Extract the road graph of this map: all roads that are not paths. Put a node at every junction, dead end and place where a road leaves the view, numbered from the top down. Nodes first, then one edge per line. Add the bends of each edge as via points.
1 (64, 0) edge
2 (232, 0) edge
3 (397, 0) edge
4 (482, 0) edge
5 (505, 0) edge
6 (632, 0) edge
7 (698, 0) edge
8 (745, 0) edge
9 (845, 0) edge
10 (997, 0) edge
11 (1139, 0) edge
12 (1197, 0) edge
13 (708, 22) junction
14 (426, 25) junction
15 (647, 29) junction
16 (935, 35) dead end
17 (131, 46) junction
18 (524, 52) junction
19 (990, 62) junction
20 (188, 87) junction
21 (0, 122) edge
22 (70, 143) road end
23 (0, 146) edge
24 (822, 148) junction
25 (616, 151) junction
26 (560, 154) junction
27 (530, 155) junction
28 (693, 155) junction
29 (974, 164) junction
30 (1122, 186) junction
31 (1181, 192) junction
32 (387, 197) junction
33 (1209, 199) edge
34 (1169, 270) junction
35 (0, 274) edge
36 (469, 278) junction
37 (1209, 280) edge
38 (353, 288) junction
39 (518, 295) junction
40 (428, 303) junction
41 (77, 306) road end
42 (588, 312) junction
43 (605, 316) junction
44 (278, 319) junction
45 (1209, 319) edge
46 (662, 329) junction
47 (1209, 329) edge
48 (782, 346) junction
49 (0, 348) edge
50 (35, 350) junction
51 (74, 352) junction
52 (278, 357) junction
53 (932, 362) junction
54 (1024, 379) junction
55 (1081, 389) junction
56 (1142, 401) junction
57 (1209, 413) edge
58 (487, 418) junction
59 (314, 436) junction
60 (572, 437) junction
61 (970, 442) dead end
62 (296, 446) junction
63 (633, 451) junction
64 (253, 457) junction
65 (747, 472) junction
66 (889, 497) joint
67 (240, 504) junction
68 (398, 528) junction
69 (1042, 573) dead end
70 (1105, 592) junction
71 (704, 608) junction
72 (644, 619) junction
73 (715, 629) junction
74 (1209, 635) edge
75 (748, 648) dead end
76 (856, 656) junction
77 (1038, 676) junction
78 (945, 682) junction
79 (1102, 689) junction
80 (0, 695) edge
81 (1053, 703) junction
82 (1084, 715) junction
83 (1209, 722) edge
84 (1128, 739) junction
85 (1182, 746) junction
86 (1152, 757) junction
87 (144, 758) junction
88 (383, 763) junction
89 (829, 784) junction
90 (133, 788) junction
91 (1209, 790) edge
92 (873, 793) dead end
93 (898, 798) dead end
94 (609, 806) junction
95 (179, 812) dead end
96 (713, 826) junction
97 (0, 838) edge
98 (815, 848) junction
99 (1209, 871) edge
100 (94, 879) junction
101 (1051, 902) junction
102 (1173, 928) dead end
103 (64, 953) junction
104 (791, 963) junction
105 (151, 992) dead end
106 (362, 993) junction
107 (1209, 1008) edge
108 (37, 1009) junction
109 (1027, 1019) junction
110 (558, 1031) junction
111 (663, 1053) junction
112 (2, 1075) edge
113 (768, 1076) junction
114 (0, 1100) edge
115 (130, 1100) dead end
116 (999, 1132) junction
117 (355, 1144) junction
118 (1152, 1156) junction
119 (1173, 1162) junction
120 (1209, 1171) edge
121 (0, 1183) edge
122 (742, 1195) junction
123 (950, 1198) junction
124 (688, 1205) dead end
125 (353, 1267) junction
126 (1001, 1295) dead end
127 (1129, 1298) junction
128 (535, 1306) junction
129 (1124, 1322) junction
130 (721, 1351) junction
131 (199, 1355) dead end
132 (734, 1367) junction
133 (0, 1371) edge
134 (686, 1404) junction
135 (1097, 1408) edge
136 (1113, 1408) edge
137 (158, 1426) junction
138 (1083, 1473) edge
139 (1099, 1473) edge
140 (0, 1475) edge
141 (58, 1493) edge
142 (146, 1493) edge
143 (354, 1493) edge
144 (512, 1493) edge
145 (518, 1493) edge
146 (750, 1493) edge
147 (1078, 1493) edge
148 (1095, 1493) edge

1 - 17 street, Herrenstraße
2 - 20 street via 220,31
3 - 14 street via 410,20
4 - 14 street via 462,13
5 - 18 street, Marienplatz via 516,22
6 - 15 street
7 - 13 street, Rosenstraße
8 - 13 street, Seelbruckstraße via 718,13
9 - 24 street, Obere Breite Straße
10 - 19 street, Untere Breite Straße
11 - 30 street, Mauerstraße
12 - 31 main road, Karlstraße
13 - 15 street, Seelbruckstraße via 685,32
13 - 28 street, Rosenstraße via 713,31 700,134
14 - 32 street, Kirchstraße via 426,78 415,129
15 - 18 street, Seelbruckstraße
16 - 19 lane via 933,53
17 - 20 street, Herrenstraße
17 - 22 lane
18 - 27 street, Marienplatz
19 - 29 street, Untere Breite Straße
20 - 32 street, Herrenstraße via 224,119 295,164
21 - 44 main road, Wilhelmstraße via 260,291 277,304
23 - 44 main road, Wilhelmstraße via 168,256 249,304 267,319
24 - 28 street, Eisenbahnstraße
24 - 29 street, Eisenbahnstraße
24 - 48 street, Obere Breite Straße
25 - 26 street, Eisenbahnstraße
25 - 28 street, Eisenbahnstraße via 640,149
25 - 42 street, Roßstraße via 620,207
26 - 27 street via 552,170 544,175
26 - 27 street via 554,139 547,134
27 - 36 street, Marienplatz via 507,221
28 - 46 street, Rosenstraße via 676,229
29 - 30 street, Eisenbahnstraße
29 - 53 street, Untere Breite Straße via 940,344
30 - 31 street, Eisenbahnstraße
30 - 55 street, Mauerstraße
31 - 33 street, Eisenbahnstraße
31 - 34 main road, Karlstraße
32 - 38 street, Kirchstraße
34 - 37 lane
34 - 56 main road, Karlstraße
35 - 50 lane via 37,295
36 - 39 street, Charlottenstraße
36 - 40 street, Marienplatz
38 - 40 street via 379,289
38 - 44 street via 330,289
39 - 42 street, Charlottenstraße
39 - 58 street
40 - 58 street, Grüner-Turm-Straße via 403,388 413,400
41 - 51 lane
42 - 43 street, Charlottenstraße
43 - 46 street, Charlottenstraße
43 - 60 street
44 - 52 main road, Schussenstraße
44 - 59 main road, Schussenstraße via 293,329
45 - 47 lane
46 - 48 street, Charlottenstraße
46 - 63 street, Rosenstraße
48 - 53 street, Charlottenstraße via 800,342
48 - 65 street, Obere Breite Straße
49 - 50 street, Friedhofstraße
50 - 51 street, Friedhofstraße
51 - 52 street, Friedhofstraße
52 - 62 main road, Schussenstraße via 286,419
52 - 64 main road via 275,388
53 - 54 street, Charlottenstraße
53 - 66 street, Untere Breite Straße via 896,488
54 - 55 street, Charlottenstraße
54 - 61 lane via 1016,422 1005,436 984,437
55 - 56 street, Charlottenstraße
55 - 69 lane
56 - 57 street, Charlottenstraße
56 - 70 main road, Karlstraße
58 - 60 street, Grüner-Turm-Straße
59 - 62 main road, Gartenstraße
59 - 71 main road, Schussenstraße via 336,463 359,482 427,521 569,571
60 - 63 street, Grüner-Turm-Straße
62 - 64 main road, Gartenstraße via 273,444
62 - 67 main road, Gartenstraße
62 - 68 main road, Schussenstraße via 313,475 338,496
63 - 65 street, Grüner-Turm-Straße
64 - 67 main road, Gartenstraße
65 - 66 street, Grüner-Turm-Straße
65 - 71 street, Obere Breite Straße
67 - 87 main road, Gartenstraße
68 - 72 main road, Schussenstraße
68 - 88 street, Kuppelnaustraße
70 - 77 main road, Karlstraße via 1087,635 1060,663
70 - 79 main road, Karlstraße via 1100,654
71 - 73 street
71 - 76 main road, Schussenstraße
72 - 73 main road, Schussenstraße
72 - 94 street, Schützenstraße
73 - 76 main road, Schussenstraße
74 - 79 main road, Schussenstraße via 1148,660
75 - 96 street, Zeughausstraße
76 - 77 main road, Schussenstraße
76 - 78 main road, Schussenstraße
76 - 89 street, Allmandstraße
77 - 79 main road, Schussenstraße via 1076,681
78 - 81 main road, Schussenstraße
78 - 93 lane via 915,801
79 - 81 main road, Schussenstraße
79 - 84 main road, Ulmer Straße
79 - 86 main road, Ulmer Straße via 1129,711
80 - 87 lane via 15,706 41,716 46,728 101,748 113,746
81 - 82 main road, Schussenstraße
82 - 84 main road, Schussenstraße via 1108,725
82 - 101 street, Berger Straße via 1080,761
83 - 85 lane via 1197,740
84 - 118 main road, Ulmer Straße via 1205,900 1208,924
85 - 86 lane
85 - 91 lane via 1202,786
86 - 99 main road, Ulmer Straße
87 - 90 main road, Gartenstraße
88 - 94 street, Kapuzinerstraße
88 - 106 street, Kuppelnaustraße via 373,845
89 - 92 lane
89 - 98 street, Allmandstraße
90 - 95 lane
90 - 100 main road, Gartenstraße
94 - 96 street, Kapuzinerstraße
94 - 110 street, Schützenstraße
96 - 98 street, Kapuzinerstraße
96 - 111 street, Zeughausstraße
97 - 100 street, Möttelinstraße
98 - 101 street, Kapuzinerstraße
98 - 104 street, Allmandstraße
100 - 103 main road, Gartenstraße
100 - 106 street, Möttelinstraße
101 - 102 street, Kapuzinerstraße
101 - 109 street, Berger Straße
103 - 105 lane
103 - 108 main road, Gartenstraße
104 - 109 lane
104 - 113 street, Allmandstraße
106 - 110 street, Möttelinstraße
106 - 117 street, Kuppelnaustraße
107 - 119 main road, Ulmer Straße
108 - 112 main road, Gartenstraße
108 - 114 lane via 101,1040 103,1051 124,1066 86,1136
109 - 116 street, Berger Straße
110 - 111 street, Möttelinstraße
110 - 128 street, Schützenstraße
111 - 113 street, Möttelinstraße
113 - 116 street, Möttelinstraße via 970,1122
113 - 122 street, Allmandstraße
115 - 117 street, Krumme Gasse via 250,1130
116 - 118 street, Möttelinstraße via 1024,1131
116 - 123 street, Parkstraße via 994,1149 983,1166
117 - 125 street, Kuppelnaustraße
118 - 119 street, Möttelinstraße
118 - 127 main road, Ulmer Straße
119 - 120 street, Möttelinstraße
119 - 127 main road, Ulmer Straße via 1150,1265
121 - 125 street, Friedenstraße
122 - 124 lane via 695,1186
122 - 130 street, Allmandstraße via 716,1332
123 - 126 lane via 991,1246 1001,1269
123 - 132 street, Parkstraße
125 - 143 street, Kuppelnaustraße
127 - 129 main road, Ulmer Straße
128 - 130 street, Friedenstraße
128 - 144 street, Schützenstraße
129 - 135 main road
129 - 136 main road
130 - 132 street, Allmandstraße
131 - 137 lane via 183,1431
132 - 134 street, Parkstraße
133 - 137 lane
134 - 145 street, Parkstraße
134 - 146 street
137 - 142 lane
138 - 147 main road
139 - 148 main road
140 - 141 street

————

Activity → If a line holds the string "Zeughausstraße", it counts; please state how many such lines there are in the data, with nothing more.

Finished exercise → 2